Defendants immediately filed a motion to dismiss Smith’s case on procedural and substantive grounds, arguing that the allegations in Smith’s complaint inadequately addressed the requirements of RICO and were based on an incorrect interpretation of state law concerning the requirement that dispensaries not “operate” for profit. During oral argument, as judges are often wont to do, Judge Alsup raised a different issue, asking whether Smith could seek remedies under a federal statute while he was simultaneously contravening a different federal law, i.e., operating a medical cannabis facility in violation of the federal Controlled Substances Act. After additional briefing on the issue, Judge Alsup threw out Smith’s entire case on that basis, relying on long-standing law that “no court will lend its aid to a party who founds his claim for redress upon an illegal act.” Alsup’s view appeared to be that Smith had real nerve/chutzpah/audacity bringing his case in his federal court at all, departing from usual practice and denying Smith permission to amend his pleading. The court’s brief order is available here.

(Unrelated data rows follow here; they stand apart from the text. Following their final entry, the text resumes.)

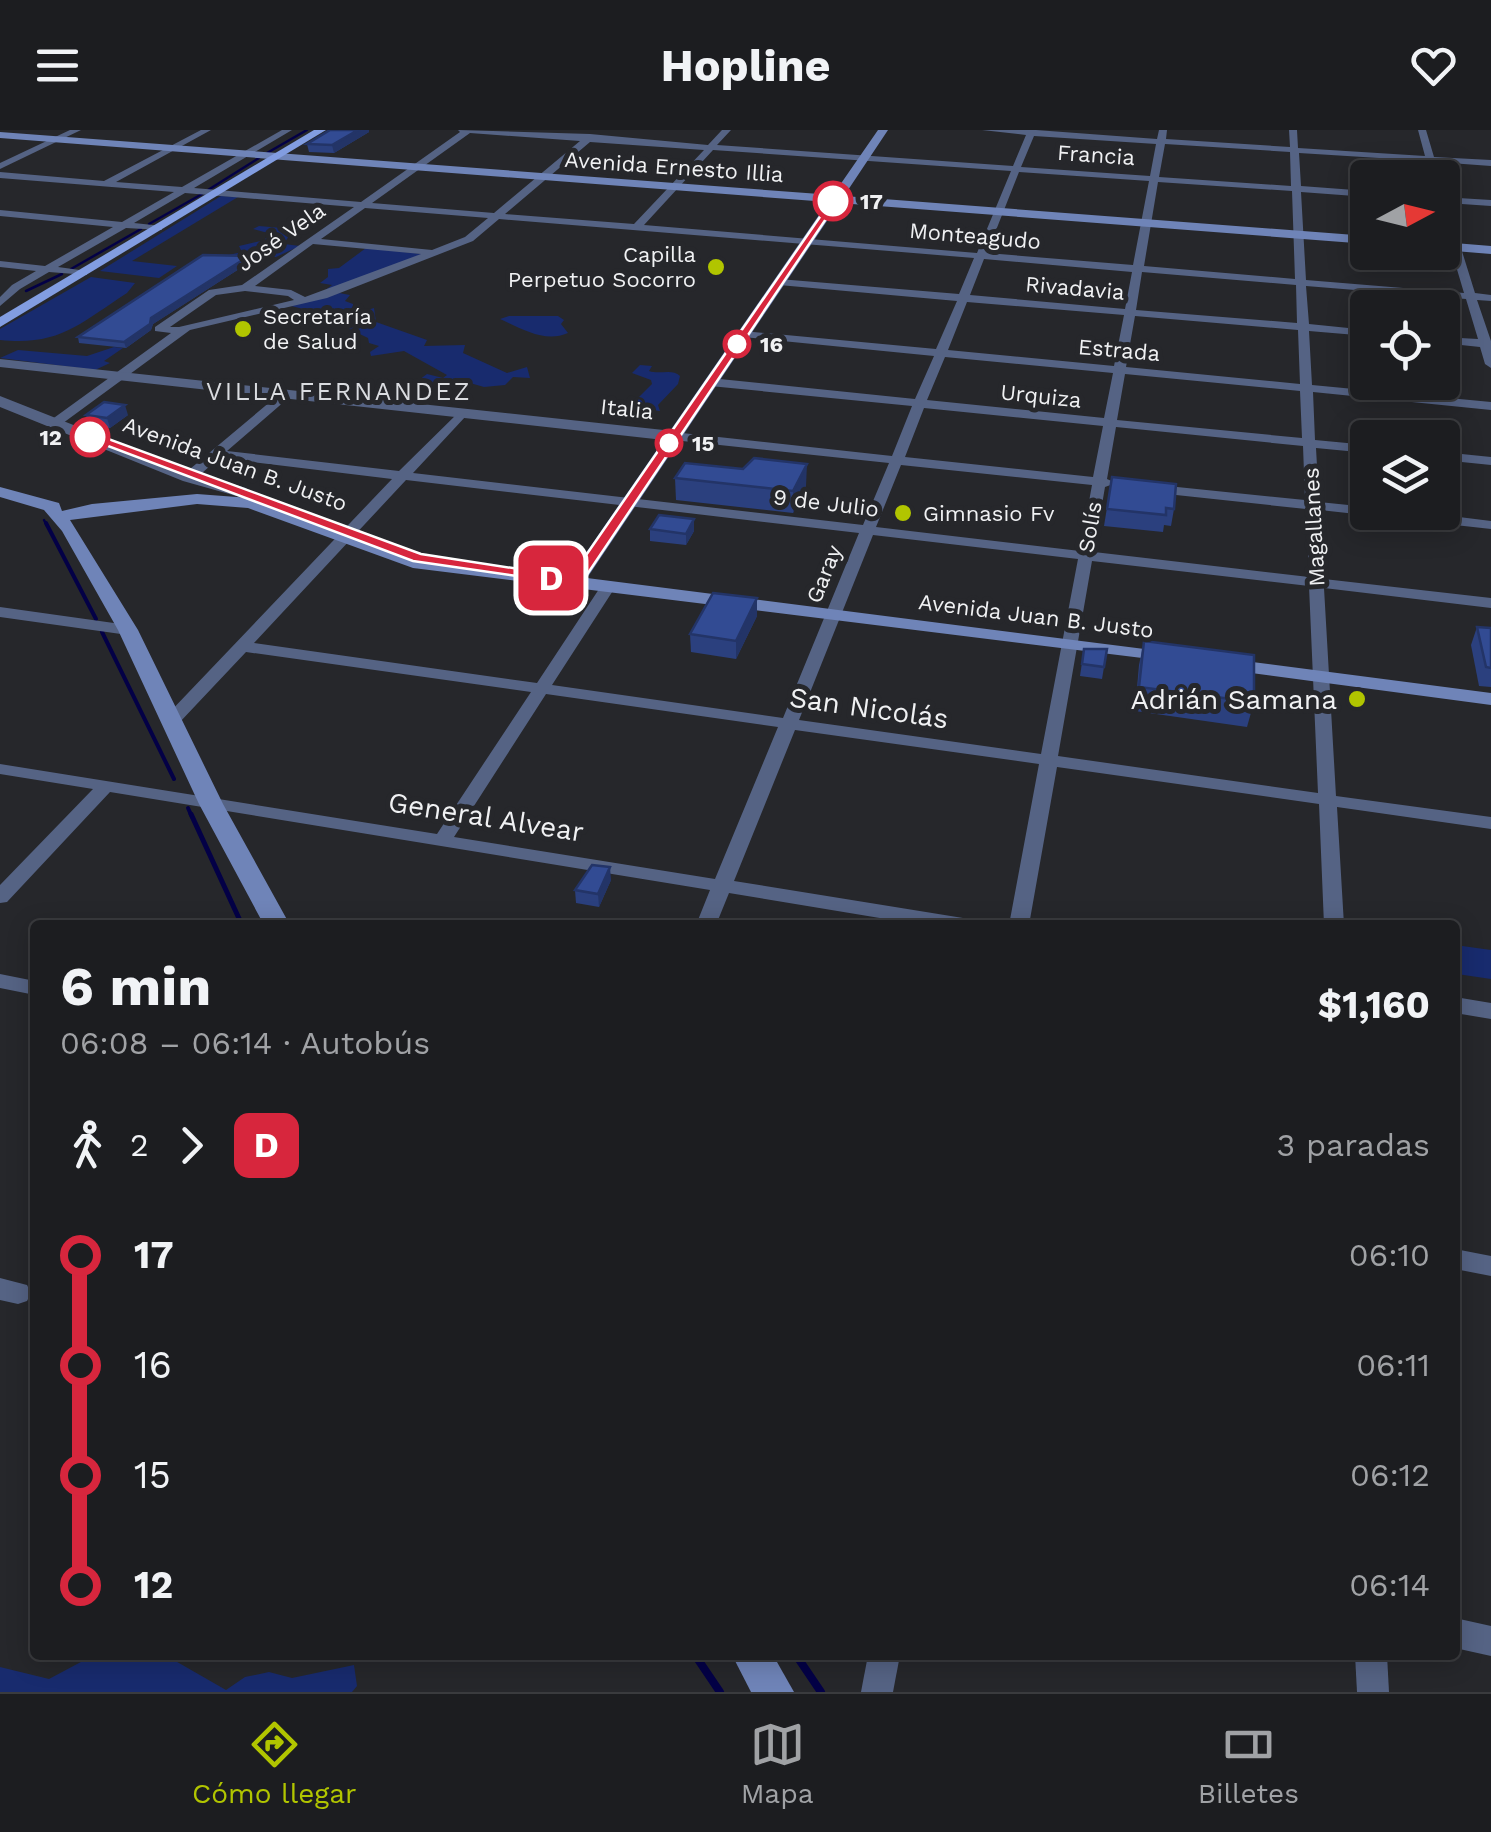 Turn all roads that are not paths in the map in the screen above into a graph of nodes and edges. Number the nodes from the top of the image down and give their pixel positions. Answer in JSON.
{"nodes":[{"id":1,"x":77,"y":130,"type":"edge"},
{"id":2,"x":207,"y":130,"type":"edge"},
{"id":3,"x":288,"y":130,"type":"edge"},
{"id":4,"x":321,"y":130,"type":"edge"},
{"id":5,"x":466,"y":130,"type":"edge"},
{"id":6,"x":599,"y":130,"type":"edge"},
{"id":7,"x":727,"y":130,"type":"edge"},
{"id":8,"x":883,"y":130,"type":"edge"},
{"id":9,"x":986,"y":130,"type":"edge"},
{"id":10,"x":1163,"y":130,"type":"edge"},
{"id":11,"x":1293,"y":130,"type":"edge"},
{"id":12,"x":1422,"y":130,"type":"edge"},
{"id":13,"x":1031,"y":132,"type":"edge"},
{"id":14,"x":0,"y":135,"type":"edge"},
{"id":15,"x":57,"y":139,"type":"junction"},
{"id":16,"x":588,"y":139,"type":"junction"},
{"id":17,"x":1160,"y":142,"type":"junction"},
{"id":18,"x":174,"y":148,"type":"junction"},
{"id":19,"x":710,"y":148,"type":"junction"},
{"id":20,"x":1295,"y":151,"type":"junction"},
{"id":21,"x":246,"y":154,"type":"junction"},
{"id":22,"x":278,"y":156,"type":"junction"},
{"id":23,"x":862,"y":158,"type":"junction"},
{"id":24,"x":1430,"y":159,"type":"junction"},
{"id":25,"x":1491,"y":163,"type":"edge"},
{"id":26,"x":0,"y":166,"type":"edge"},
{"id":27,"x":415,"y":168,"type":"junction"},
{"id":28,"x":1015,"y":169,"type":"junction"},
{"id":29,"x":0,"y":175,"type":"edge"},
{"id":30,"x":543,"y":177,"type":"junction"},
{"id":31,"x":1153,"y":179,"type":"junction"},
{"id":32,"x":105,"y":184,"type":"junction"},
{"id":33,"x":674,"y":187,"type":"junction"},
{"id":34,"x":1296,"y":189,"type":"junction"},
{"id":35,"x":182,"y":190,"type":"junction"},
{"id":36,"x":1350,"y":193,"type":"edge"},
{"id":37,"x":216,"y":194,"type":"junction"},
{"id":38,"x":834,"y":200,"type":"junction"},
{"id":39,"x":1460,"y":201,"type":"edge"},
{"id":40,"x":1491,"y":203,"type":"edge"},
{"id":41,"x":361,"y":205,"type":"junction"},
{"id":42,"x":997,"y":212,"type":"junction"},
{"id":43,"x":0,"y":213,"type":"edge"},
{"id":44,"x":17,"y":215,"type":"junction"},
{"id":45,"x":496,"y":216,"type":"junction"},
{"id":46,"x":1146,"y":223,"type":"junction"},
{"id":47,"x":0,"y":224,"type":"edge"},
{"id":48,"x":126,"y":224,"type":"junction"},
{"id":49,"x":159,"y":228,"type":"junction"},
{"id":50,"x":636,"y":228,"type":"junction"},
{"id":51,"x":1297,"y":234,"type":"junction"},
{"id":52,"x":1350,"y":238,"type":"edge"},
{"id":53,"x":310,"y":241,"type":"junction"},
{"id":54,"x":806,"y":242,"type":"junction"},
{"id":55,"x":1460,"y":247,"type":"edge"},
{"id":56,"x":1491,"y":250,"type":"edge"},
{"id":57,"x":436,"y":252,"type":"junction"},
{"id":58,"x":979,"y":256,"type":"junction"},
{"id":59,"x":0,"y":264,"type":"edge"},
{"id":60,"x":48,"y":269,"type":"junction"},
{"id":61,"x":1136,"y":269,"type":"junction"},
{"id":62,"x":1460,"y":270,"type":"edge"},
{"id":63,"x":83,"y":273,"type":"junction"},
{"id":64,"x":778,"y":282,"type":"junction"},
{"id":65,"x":1300,"y":282,"type":"junction"},
{"id":66,"x":245,"y":288,"type":"junction"},
{"id":67,"x":1471,"y":297,"type":"junction"},
{"id":68,"x":962,"y":298,"type":"junction"},
{"id":69,"x":1491,"y":298,"type":"edge"},
{"id":70,"x":304,"y":301,"type":"junction"},
{"id":71,"x":0,"y":307,"type":"edge"},
{"id":72,"x":18,"y":312,"type":"junction"},
{"id":73,"x":1130,"y":312,"type":"junction"},
{"id":74,"x":0,"y":323,"type":"edge"},
{"id":75,"x":1303,"y":328,"type":"junction"},
{"id":76,"x":181,"y":332,"type":"junction"},
{"id":77,"x":1350,"y":332,"type":"edge"},
{"id":78,"x":744,"y":334,"type":"junction"},
{"id":79,"x":1460,"y":342,"type":"edge"},
{"id":80,"x":1488,"y":344,"type":"edge"},
{"id":81,"x":940,"y":353,"type":"junction"},
{"id":82,"x":0,"y":364,"type":"edge"},
{"id":83,"x":1491,"y":364,"type":"edge"},
{"id":84,"x":1119,"y":370,"type":"junction"},
{"id":85,"x":119,"y":376,"type":"junction"},
{"id":86,"x":710,"y":382,"type":"junction"},
{"id":87,"x":1307,"y":388,"type":"junction"},
{"id":88,"x":287,"y":394,"type":"junction"},
{"id":89,"x":0,"y":401,"type":"edge"},
{"id":90,"x":918,"y":403,"type":"junction"},
{"id":91,"x":1491,"y":406,"type":"edge"},
{"id":92,"x":462,"y":413,"type":"junction"},
{"id":93,"x":55,"y":423,"type":"junction"},
{"id":94,"x":1109,"y":423,"type":"junction"},
{"id":95,"x":673,"y":436,"type":"junction"},
{"id":96,"x":1310,"y":443,"type":"junction"},
{"id":97,"x":1350,"y":446,"type":"edge"},
{"id":98,"x":216,"y":454,"type":"junction"},
{"id":99,"x":1460,"y":458,"type":"edge"},
{"id":100,"x":896,"y":460,"type":"junction"},
{"id":101,"x":1491,"y":461,"type":"edge"},
{"id":102,"x":189,"y":476,"type":"junction"},
{"id":103,"x":402,"y":476,"type":"junction"},
{"id":104,"x":0,"y":482,"type":"edge"},
{"id":105,"x":1098,"y":482,"type":"junction"},
{"id":106,"x":1118,"y":484,"type":"edge"},
{"id":107,"x":1137,"y":486,"type":"edge"},
{"id":108,"x":0,"y":492,"type":"edge"},
{"id":109,"x":245,"y":498,"type":"junction"},
{"id":110,"x":629,"y":503,"type":"junction"},
{"id":111,"x":1312,"y":505,"type":"junction"},
{"id":112,"x":1350,"y":509,"type":"edge"},
{"id":113,"x":73,"y":511,"type":"junction"},
{"id":114,"x":1460,"y":521,"type":"edge"},
{"id":115,"x":1491,"y":525,"type":"edge"},
{"id":116,"x":866,"y":530,"type":"junction"},
{"id":117,"x":345,"y":534,"type":"junction"},
{"id":118,"x":1086,"y":555,"type":"junction"},
{"id":119,"x":575,"y":582,"type":"junction"},
{"id":120,"x":1316,"y":583,"type":"junction"},
{"id":121,"x":608,"y":586,"type":"junction"},
{"id":122,"x":1491,"y":603,"type":"edge"},
{"id":123,"x":0,"y":612,"type":"edge"},
{"id":124,"x":832,"y":615,"type":"junction"},
{"id":125,"x":128,"y":630,"type":"junction"},
{"id":126,"x":1070,"y":645,"type":"junction"},
{"id":127,"x":240,"y":646,"type":"junction"},
{"id":128,"x":1321,"y":678,"type":"junction"},
{"id":129,"x":543,"y":689,"type":"junction"},
{"id":130,"x":1491,"y":699,"type":"edge"},
{"id":131,"x":173,"y":718,"type":"junction"},
{"id":132,"x":788,"y":724,"type":"junction"},
{"id":133,"x":1049,"y":760,"type":"junction"},
{"id":134,"x":0,"y":769,"type":"edge"},
{"id":135,"x":106,"y":786,"type":"junction"},
{"id":136,"x":1328,"y":800,"type":"junction"},
{"id":137,"x":211,"y":804,"type":"junction"},
{"id":138,"x":1491,"y":823,"type":"edge"},
{"id":139,"x":442,"y":840,"type":"junction"},
{"id":140,"x":722,"y":886,"type":"junction"},
{"id":141,"x":0,"y":897,"type":"edge"},
{"id":142,"x":274,"y":920,"type":"edge"},
{"id":143,"x":708,"y":920,"type":"edge"},
{"id":144,"x":931,"y":920,"type":"edge"},
{"id":145,"x":1020,"y":920,"type":"edge"},
{"id":146,"x":1334,"y":920,"type":"edge"},
{"id":147,"x":0,"y":981,"type":"edge"},
{"id":148,"x":30,"y":987,"type":"edge"},
{"id":149,"x":1460,"y":1006,"type":"edge"},
{"id":150,"x":1491,"y":1011,"type":"edge"},
{"id":151,"x":1460,"y":1260,"type":"edge"},
{"id":152,"x":1491,"y":1266,"type":"edge"},
{"id":153,"x":1460,"y":1634,"type":"edge"},
{"id":154,"x":1491,"y":1641,"type":"edge"},
{"id":155,"x":754,"y":1660,"type":"edge"},
{"id":156,"x":883,"y":1660,"type":"edge"},
{"id":157,"x":1371,"y":1660,"type":"edge"},
{"id":158,"x":774,"y":1692,"type":"edge"},
{"id":159,"x":877,"y":1692,"type":"edge"},
{"id":160,"x":1374,"y":1692,"type":"edge"}],
"edges":[{"from":1,"to":15,"type":"street"},
{"from":2,"to":18,"type":"street"},
{"from":3,"to":21,"type":"street"},
{"from":4,"to":22,"type":"main road"},
{"from":5,"to":16,"type":"street","name":"Francia"},
{"from":5,"to":27,"type":"street","name":"José Vela"},
{"from":6,"to":16,"type":"street"},
{"from":7,"to":19,"type":"street"},
{"from":8,"to":23,"type":"main road"},
{"from":9,"to":13,"type":"street"},
{"from":10,"to":17,"type":"street","name":"Solís"},
{"from":11,"to":20,"type":"street","name":"Magallanes"},
{"from":12,"to":24,"type":"street"},
{"from":13,"to":17,"type":"street"},
{"from":13,"to":28,"type":"street","name":"Garay"},
{"from":14,"to":15,"type":"main road","name":"Avenida Ernesto Illia"},
{"from":15,"to":18,"type":"main road","name":"Avenida Ernesto Illia"},
{"from":15,"to":26,"type":"street"},
{"from":16,"to":19,"type":"street","name":"Francia"},
{"from":16,"to":30,"type":"street"},
{"from":17,"to":20,"type":"street"},
{"from":17,"to":31,"type":"street","name":"Solís"},
{"from":18,"to":21,"type":"main road","name":"Avenida Ernesto Illia"},
{"from":18,"to":32,"type":"street"},
{"from":19,"to":23,"type":"street","name":"Francia"},
{"from":19,"to":33,"type":"street"},
{"from":20,"to":24,"type":"street"},
{"from":20,"to":34,"type":"street","name":"Magallanes"},
{"from":21,"to":22,"type":"main road","name":"Avenida Ernesto Illia"},
{"from":21,"to":35,"type":"street"},
{"from":22,"to":27,"type":"main road","name":"Avenida Ernesto Illia"},
{"from":22,"to":37,"type":"main road"},
{"from":23,"to":28,"type":"street","name":"Francia"},
{"from":23,"to":38,"type":"main road"},
{"from":24,"to":25,"type":"street"},
{"from":27,"to":30,"type":"main road","name":"Avenida Ernesto Illia"},
{"from":27,"to":41,"type":"street","name":"José Vela"},
{"from":28,"to":31,"type":"street","name":"Francia"},
{"from":28,"to":42,"type":"street","name":"Garay"},
{"from":29,"to":32,"type":"street","name":"Monteagudo"},
{"from":30,"to":33,"type":"main road","name":"Avenida Ernesto Illia"},
{"from":30,"to":45,"type":"street"},
{"from":31,"to":34,"type":"street","name":"Francia"},
{"from":31,"to":46,"type":"street","name":"Solís"},
{"from":32,"to":35,"type":"street","name":"Monteagudo"},
{"from":33,"to":38,"type":"main road","name":"Avenida Ernesto Illia"},
{"from":33,"to":50,"type":"street"},
{"from":34,"to":36,"type":"street","name":"Francia"},
{"from":34,"to":51,"type":"street","name":"Magallanes"},
{"from":35,"to":37,"type":"street","name":"Monteagudo"},
{"from":35,"to":48,"type":"street"},
{"from":37,"to":41,"type":"street","name":"Monteagudo"},
{"from":37,"to":49,"type":"main road"},
{"from":38,"to":42,"type":"main road","name":"Avenida Ernesto Illia"},
{"from":38,"to":54,"type":"main road"},
{"from":39,"to":40,"type":"street"},
{"from":41,"to":45,"type":"street","name":"Monteagudo"},
{"from":41,"to":53,"type":"street","name":"José Vela"},
{"from":42,"to":46,"type":"main road","name":"Avenida Ernesto Illia"},
{"from":42,"to":58,"type":"street","name":"Garay"},
{"from":43,"to":44,"type":"street"},
{"from":44,"to":47,"type":"street"},
{"from":44,"to":48,"type":"street"},
{"from":45,"to":50,"type":"street","name":"Monteagudo"},
{"from":45,"to":57,"type":"street"},
{"from":46,"to":51,"type":"main road","name":"Avenida Ernesto Illia"},
{"from":46,"to":61,"type":"street","name":"Solís"},
{"from":48,"to":49,"type":"street"},
{"from":48,"to":60,"type":"street"},
{"from":49,"to":63,"type":"main road"},
{"from":50,"to":54,"type":"street","name":"Monteagudo"},
{"from":51,"to":52,"type":"main road","name":"Avenida Ernesto Illia"},
{"from":51,"to":65,"type":"street","name":"Magallanes"},
{"from":53,"to":57,"type":"street"},
{"from":53,"to":66,"type":"street","name":"José Vela"},
{"from":54,"to":58,"type":"street","name":"Monteagudo"},
{"from":54,"to":64,"type":"main road"},
{"from":55,"to":56,"type":"main road"},
{"from":57,"to":70,"type":"street"},
{"from":58,"to":61,"type":"street","name":"Monteagudo"},
{"from":58,"to":68,"type":"street","name":"Garay"},
{"from":59,"to":60,"type":"street"},
{"from":60,"to":63,"type":"street"},
{"from":60,"to":71,"type":"street"},
{"from":61,"to":65,"type":"street","name":"Monteagudo"},
{"from":61,"to":73,"type":"street","name":"Solís"},
{"from":62,"to":67,"type":"street"},
{"from":63,"to":72,"type":"main road"},
{"from":64,"to":68,"type":"street","name":"Rivadavia"},
{"from":64,"to":78,"type":"main road"},
{"from":65,"to":67,"type":"street","name":"Monteagudo"},
{"from":65,"to":75,"type":"street","name":"Magallanes"},
{"from":66,"to":70,"type":"street"},
{"from":66,"to":76,"type":"street","name":"José Vela"},
{"from":67,"to":69,"type":"street","name":"Monteagudo"},
{"from":67,"to":80,"type":"street"},
{"from":68,"to":73,"type":"street","name":"Rivadavia"},
{"from":68,"to":81,"type":"street","name":"Garay"},
{"from":70,"to":76,"type":"street"},
{"from":71,"to":72,"type":"street"},
{"from":72,"to":74,"type":"main road"},
{"from":73,"to":75,"type":"street","name":"Rivadavia"},
{"from":73,"to":84,"type":"street","name":"Solís"},
{"from":75,"to":77,"type":"street","name":"Rivadavia"},
{"from":75,"to":87,"type":"street","name":"Magallanes"},
{"from":76,"to":85,"type":"street"},
{"from":78,"to":81,"type":"street","name":"Estrada"},
{"from":78,"to":86,"type":"main road"},
{"from":79,"to":80,"type":"street"},
{"from":80,"to":83,"type":"street"},
{"from":81,"to":84,"type":"street","name":"Estrada"},
{"from":81,"to":90,"type":"street","name":"Garay"},
{"from":82,"to":85,"type":"street","name":"Italia"},
{"from":84,"to":87,"type":"street","name":"Estrada"},
{"from":84,"to":94,"type":"street","name":"Solís"},
{"from":85,"to":88,"type":"street","name":"Italia"},
{"from":85,"to":93,"type":"street"},
{"from":86,"to":90,"type":"street","name":"Urquiza"},
{"from":86,"to":95,"type":"main road"},
{"from":87,"to":91,"type":"street","name":"Estrada"},
{"from":87,"to":96,"type":"street","name":"Magallanes"},
{"from":88,"to":92,"type":"street","name":"Italia"},
{"from":88,"to":98,"type":"street"},
{"from":89,"to":93,"type":"street","name":"Avenida Juan B. Justo"},
{"from":90,"to":94,"type":"street","name":"Urquiza"},
{"from":90,"to":100,"type":"street","name":"Garay"},
{"from":92,"to":95,"type":"street","name":"Italia"},
{"from":92,"to":103,"type":"street"},
{"from":93,"to":102,"type":"street","name":"Avenida Juan B. Justo"},
{"from":94,"to":96,"type":"street","name":"Urquiza"},
{"from":94,"to":105,"type":"street","name":"Solís"},
{"from":95,"to":100,"type":"street","name":"Italia"},
{"from":95,"to":110,"type":"main road"},
{"from":96,"to":97,"type":"street","name":"Urquiza"},
{"from":96,"to":111,"type":"street","name":"Magallanes"},
{"from":98,"to":102,"type":"street"},
{"from":98,"to":103,"type":"street","name":"9 de Julio"},
{"from":99,"to":101,"type":"street"},
{"from":100,"to":105,"type":"street","name":"Italia"},
{"from":100,"to":116,"type":"street","name":"Garay"},
{"from":102,"to":109,"type":"street","name":"Avenida Juan B. Justo"},
{"from":103,"to":110,"type":"street","name":"9 de Julio"},
{"from":103,"to":117,"type":"street"},
{"from":104,"to":113,"type":"main road"},
{"from":105,"to":106,"type":"street","name":"Italia"},
{"from":105,"to":118,"type":"street","name":"Solís"},
{"from":107,"to":111,"type":"street"},
{"from":108,"to":113,"type":"main road"},
{"from":109,"to":113,"type":"main road"},
{"from":109,"to":117,"type":"main road","name":"Avenida Juan B. Justo"},
{"from":110,"to":116,"type":"street","name":"9 de Julio"},
{"from":110,"to":119,"type":"main road"},
{"from":111,"to":112,"type":"street"},
{"from":111,"to":120,"type":"street","name":"Magallanes"},
{"from":113,"to":125,"type":"main road"},
{"from":114,"to":115,"type":"street"},
{"from":116,"to":118,"type":"street","name":"9 de Julio"},
{"from":116,"to":124,"type":"street","name":"Garay"},
{"from":117,"to":119,"type":"main road","name":"Avenida Juan B. Justo"},
{"from":117,"to":127,"type":"street"},
{"from":118,"to":120,"type":"street","name":"9 de Julio"},
{"from":118,"to":126,"type":"street","name":"Solís"},
{"from":119,"to":121,"type":"main road","name":"Avenida Juan B. Justo"},
{"from":120,"to":122,"type":"street","name":"9 de Julio"},
{"from":120,"to":128,"type":"street","name":"Magallanes"},
{"from":121,"to":124,"type":"main road","name":"Avenida Juan B. Justo"},
{"from":121,"to":129,"type":"street"},
{"from":123,"to":125,"type":"street"},
{"from":124,"to":126,"type":"main road","name":"Avenida Juan B. Justo"},
{"from":124,"to":132,"type":"street","name":"Garay"},
{"from":125,"to":131,"type":"main road"},
{"from":126,"to":128,"type":"main road","name":"Avenida Juan B. Justo"},
{"from":126,"to":133,"type":"street","name":"Solís"},
{"from":127,"to":129,"type":"street","name":"San Nicolás"},
{"from":127,"to":131,"type":"street"},
{"from":128,"to":130,"type":"main road","name":"Avenida Juan B. Justo"},
{"from":128,"to":136,"type":"street","name":"Magallanes"},
{"from":129,"to":132,"type":"street","name":"San Nicolás"},
{"from":129,"to":139,"type":"street"},
{"from":131,"to":137,"type":"main road"},
{"from":132,"to":133,"type":"street","name":"San Nicolás"},
{"from":132,"to":140,"type":"street","name":"Garay"},
{"from":133,"to":136,"type":"street","name":"San Nicolás"},
{"from":133,"to":145,"type":"street","name":"Solís"},
{"from":134,"to":135,"type":"street","name":"General Alvear"},
{"from":135,"to":137,"type":"street","name":"General Alvear"},
{"from":135,"to":141,"type":"street"},
{"from":136,"to":138,"type":"street","name":"San Nicolás"},
{"from":136,"to":146,"type":"street","name":"Magallanes"},
{"from":137,"to":139,"type":"street","name":"General Alvear"},
{"from":137,"to":142,"type":"main road"},
{"from":139,"to":140,"type":"street","name":"General Alvear"},
{"from":140,"to":143,"type":"street","name":"Garay"},
{"from":140,"to":144,"type":"street","name":"General Alvear"},
{"from":147,"to":148,"type":"street"},
{"from":149,"to":150,"type":"street"},
{"from":151,"to":152,"type":"street"},
{"from":153,"to":154,"type":"street"},
{"from":155,"to":158,"type":"main road"},
{"from":156,"to":159,"type":"street"},
{"from":157,"to":160,"type":"street"}]}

We don’t relish courts tossing cannabis business people out of court, but we don’t like bad lawsuits either, and this one strikes us as a pretty weak from its inception. Still, as promised, there are some lessons to be learned here:

  • First, don’t sue in federal court when your client is violating federal law, which anyone selling or even possessing cannabis is doing. Though some federal judges’ attitudes have relaxed (read here), you just never know who you’re going to get on the bench. Smith’s federal RICO claims could have been brought in state court (where it perhaps could have asserted state law RICO claims as well); but, given his previous unsuccessful five trips there, we’re guessing he and his lawyer decided to roll the dice in a different forum.
  • Even if you could state a RICO claim, you most of the time should not. We realize the temptation created by the treble damages provision of the statute is hard to resist, but courts don’t like them. It’s tedious to clearly and completely set out a RICO claim in a complaint, and they are often challenged on a motion to dismiss on that basis anyway.
  • Follow state and local law. We’ve said it in dozens of posts before, and we’ll say it again. Courts are not going to stick their necks out by ruling in favor of a canna-business that cuts corners. If you haven’t always operated above board, clean up your act before you even consider going to court. Doing this certainly will not guarantee your success, but it will help. See Understanding and Managing Cannabis Legal Compliance: No Excuses.
  • Work with your municipality. Clearly Smith and the City of Berkeley don’t see eye to eye, but lawsuits don’t usually bring parties together. Municipalities often need and seek out expertise and input from those in the industry and you should take advantage of whatever such opportunities exist, and maybe a compromise can be reached when the relationship gets bumpy. For more on the need to know and comply with local laws and for how to stay in good stead with your local authorities, check out Cannabis Businesses Laws: It’s Almost All Local

This isn’t the first ill-advised pot lawsuit and it certainly won’t be the last. Just try not to let this happen to you.